Commercial operation of the new Unit 3 reactor at the Georgia Power Vogtle NPP has been delayed for at least another month. Georgia Power company officials announced on 16 June that the 1100 MW steam turbine powered by Unit 3’s nuclear reactor had been shut down owing to a cooling system problem traced to its sealing arrangements. This has pushed back the commercial operation date of the unit, one of two new reactors at the site, to July.

Georgia Power says that the unit’s steam turbine ‘has a problem’, later described as a degraded seal in the hydrogen system that is used to cool its main electrical generator. The reactor has been shut down while repairs are made. The reactor had already achieved full power output as part of the testing process, which Georgia Power said on 17 June was 95% complete. Vogtle, which is seven years behind schedule, has seen the cost that its owners will pay double to more than $31 billion.
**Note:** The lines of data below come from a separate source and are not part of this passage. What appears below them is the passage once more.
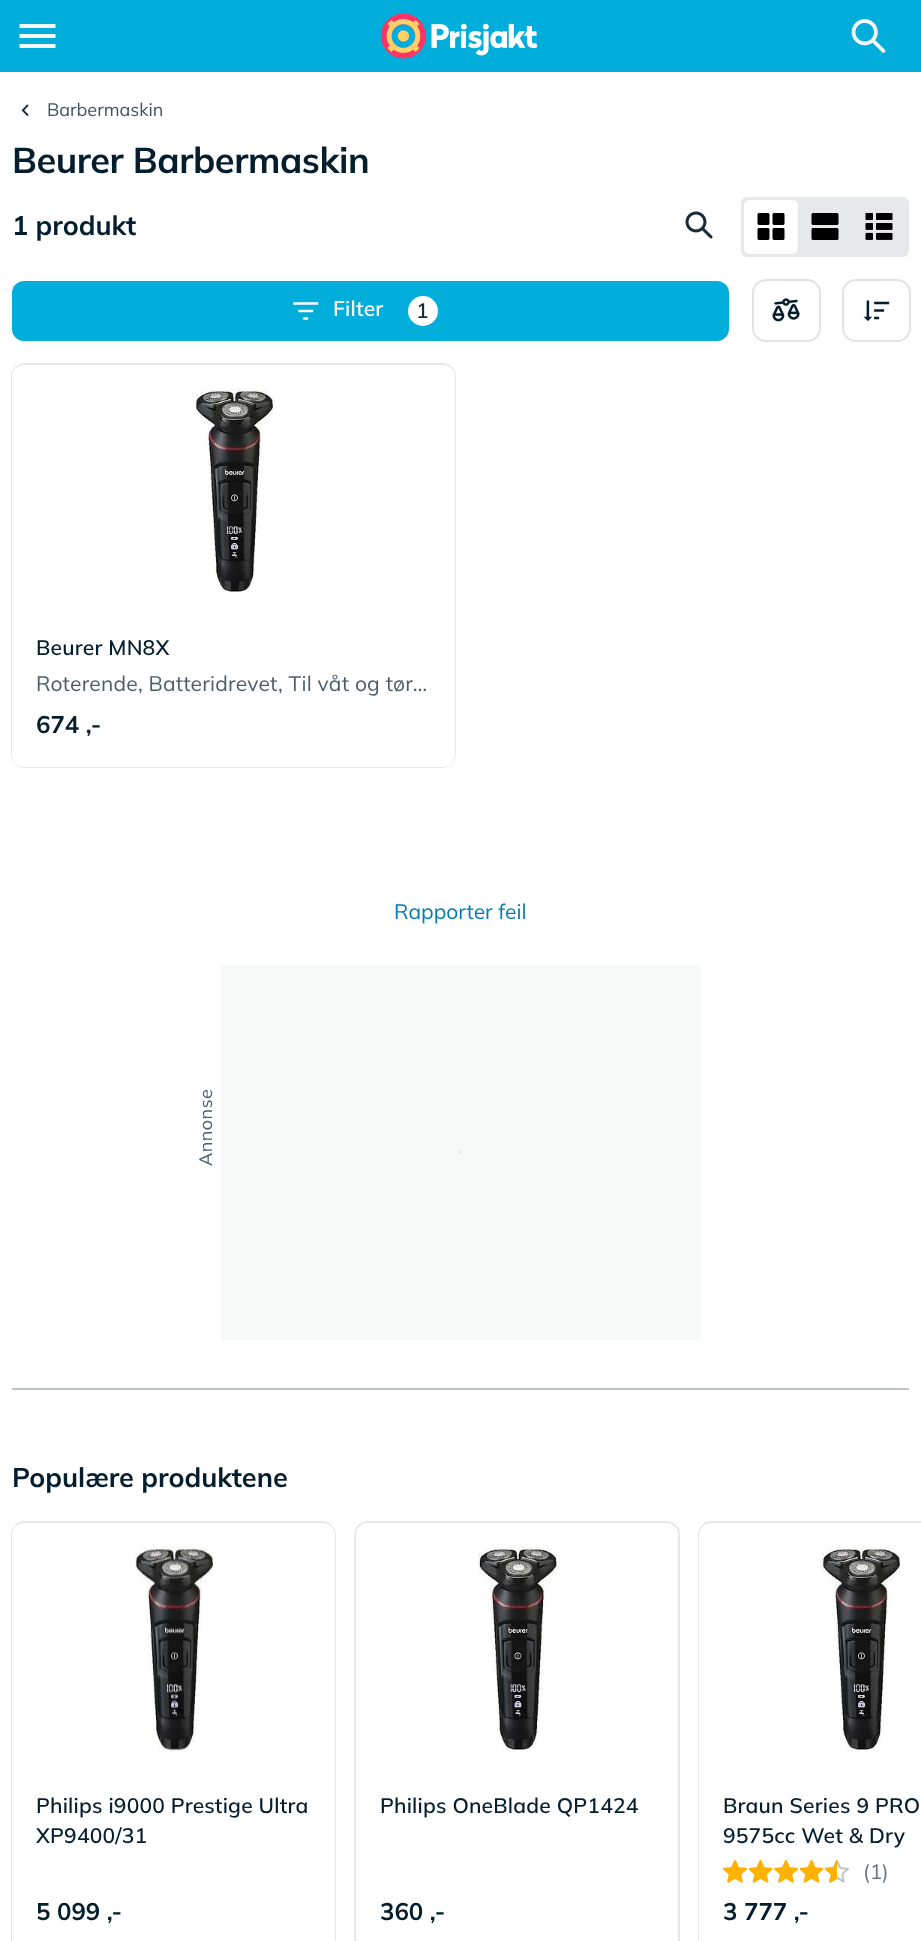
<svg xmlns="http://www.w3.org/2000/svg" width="921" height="1941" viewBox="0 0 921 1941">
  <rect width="100%" height="100%" fill="#fff"/>
  <path d="M0 0h921v72H0z" fill="#00addb"/>
  <path d="M19.5 48H55.5V44H19.5ZM19.5 38H55.5V34H19.5ZM19.5 24V28H55.5V24Z" fill="#f7f8f8" fill-rule="evenodd"/>
  <image x="381" y="14" width="157" height="45" href="img/1.png"/>
  <image x="851" y="19" width="35" height="34" href="img/2.png"/>
  <image x="21" y="104" width="8" height="13" href="img/3.png"/>
  <image x="685" y="211" width="28" height="28" href="img/4.png"/>
  <rect x="741" y="197" width="168" height="60" rx="6" fill="#e6e8ea"/>
  <rect x="744" y="200" width="54" height="54" rx="5" fill="#fff"/>
  <image x="757" y="213" width="28" height="27" href="img/5.png"/>
  <image x="811" y="213" width="28" height="27" href="img/6.png"/>
  <image x="865" y="213" width="28" height="27" href="img/7.png"/>
  <rect x="12" y="281" width="717" height="60" rx="12" fill="#00addb"/>
  <image x="293" y="302" width="26" height="18" href="img/8.png"/>
  <circle cx="423" cy="311" r="15" fill="#fff"/>
  <rect x="753" y="280" width="67" height="61" rx="13" fill="none" stroke="#e1e4e6" stroke-width="2"/>
  <image x="772" y="298" width="28" height="24" href="img/9.png"/>
  <rect x="843" y="280" width="67" height="61" rx="13" fill="none" stroke="#e1e4e6" stroke-width="2"/>
  <image x="863" y="300" width="27" height="21" href="img/10.png"/>
  <rect x="12" y="364" width="443" height="403" rx="13" fill="none" stroke="#e6e8ea" stroke-width="2"/>
  <rect x="12" y="365" width="443" height="402" rx="12" fill="#fff"/>
  <image x="195" y="388" width="78" height="205" href="img/11.png"/>
  <path d="M221 965h480v375H221z" fill="#f7f8f8"/>
  <path d="M459 1151h3v3H459z" fill="#e6e8ea"/>
  <path d="M12 1388h897v2H12z" fill="#bec3c6"/>
  <rect x="12" y="1522" width="323" height="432" rx="13" fill="none" stroke="#e6e8ea" stroke-width="2"/>
  <rect x="12" y="1523" width="323" height="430" rx="12" fill="#fff"/>
  <image x="135" y="1546" width="78" height="205" href="img/12.png"/>
  <rect x="355" y="1522" width="324" height="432" rx="13" fill="none" stroke="#e6e8ea" stroke-width="2"/>
  <rect x="356" y="1523" width="322" height="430" rx="12" fill="#fff"/>
  <image x="478" y="1546" width="79" height="205" href="img/13.png"/>
  <rect x="699" y="1522" width="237" height="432" rx="13" fill="none" stroke="#e6e8ea" stroke-width="2"/>
  <path d="M711 1523H921V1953H711C704.5 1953 699 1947.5 699 1941V1535C699 1528.5 704.5 1523 711 1523Z" fill="#fff"/>
  <image x="822" y="1546" width="78" height="205" href="img/11.png"/>
  <image x="723" y="1860" width="24" height="23" href="img/14.png"/>
  <image x="749" y="1860" width="24" height="23" href="img/15.png"/>
  <image x="774" y="1860" width="24" height="23" href="img/14.png"/>
  <image x="800" y="1860" width="24" height="23" href="img/15.png"/>
  <image x="825" y="1860" width="24" height="23" href="img/16.png"/>
  <text x="47" y="116" font-family="Mulish" font-size="18" fill="#3f535f">Barbermaskin</text>
  <text x="12" y="173" font-family="Mulish" font-size="36" font-weight="bold" letter-spacing="-0.4" fill="#051e2e">Beurer Barbermaskin</text>
  <text x="12" y="235" font-family="Mulish" font-size="27" font-weight="bold" fill="#051e2e">1 produkt</text>
  <text x="333" y="316" font-family="Mulish" font-size="21" font-weight="600" letter-spacing="0.2" fill="#fff">Filter</text>
  <text x="416" y="318" font-family="Mulish" font-size="21" font-weight="600" fill="#182c39">1</text>
  <text x="36" y="655" font-family="Mulish" font-size="21" font-weight="600" letter-spacing="0.2" fill="#051e2e">Beurer MN8X</text>
  <text x="36" y="691" font-family="Mulish" font-size="21" letter-spacing="0.2" fill="#4b5d69">Roterende, Batteridrevet, Til våt og tør…</text>
  <text x="36" y="733" font-family="Mulish" font-size="24" font-weight="bold" fill="#051e2e">674 ,-</text>
  <text x="394" y="919" font-family="Mulish" font-size="21" fill="#007cb2">Rapporter feil</text>
  <text x="212" y="1166" transform="rotate(-90 212 1166)" font-family="Mulish" font-size="18" letter-spacing="0.5" fill="#4b5d69">Annonse</text>
  <text x="12" y="1487" font-family="Mulish" font-size="27" font-weight="bold" fill="#051e2e">Populære produktene</text>
  <g font-family="Mulish" font-size="21" font-weight="600" letter-spacing="0.2" fill="#051e2e">
    <text x="36" y="1813">Philips i9000 Prestige Ultra</text>
    <text x="36" y="1843">XP9400/31</text>
  </g>
  <text x="36" y="1920" font-family="Mulish" font-size="24" font-weight="bold" fill="#051e2e">5 099 ,-</text>
  <text x="380" y="1813" font-family="Mulish" font-size="21" font-weight="600" letter-spacing="0.2" fill="#051e2e">Philips OneBlade QP1424</text>
  <text x="380" y="1920" font-family="Mulish" font-size="24" font-weight="bold" fill="#051e2e">360 ,-</text>
  <g font-family="Mulish" font-size="21" font-weight="600" letter-spacing="0.2" fill="#051e2e">
    <text x="723" y="1813">Braun Series 9 PRO</text>
    <text x="723" y="1843">9575cc Wet &amp; Dry</text>
  </g>
  <g font-family="Mulish" font-size="21" fill="#6a7881">
    <text x="863" y="1879">(1</text>
    <text x="882" y="1879">)</text>
  </g>
  <text x="723" y="1920" font-family="Mulish" font-size="24" font-weight="bold" fill="#051e2e">3 777 ,-</text>
</svg>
Units 3 and 4 at Plant Vogtle are the first entirely new reactors being built in thirty years in the USA. Units Vogtle 1 and 2 have been generating electricity at Vogtle for decades. The fourth reactor on the site, the second of the two new units, has finished a key testing phase and operators expect to start loading radioactive fuel between July and October, aiming for the reactor to reach commercial operation between December and March 2024.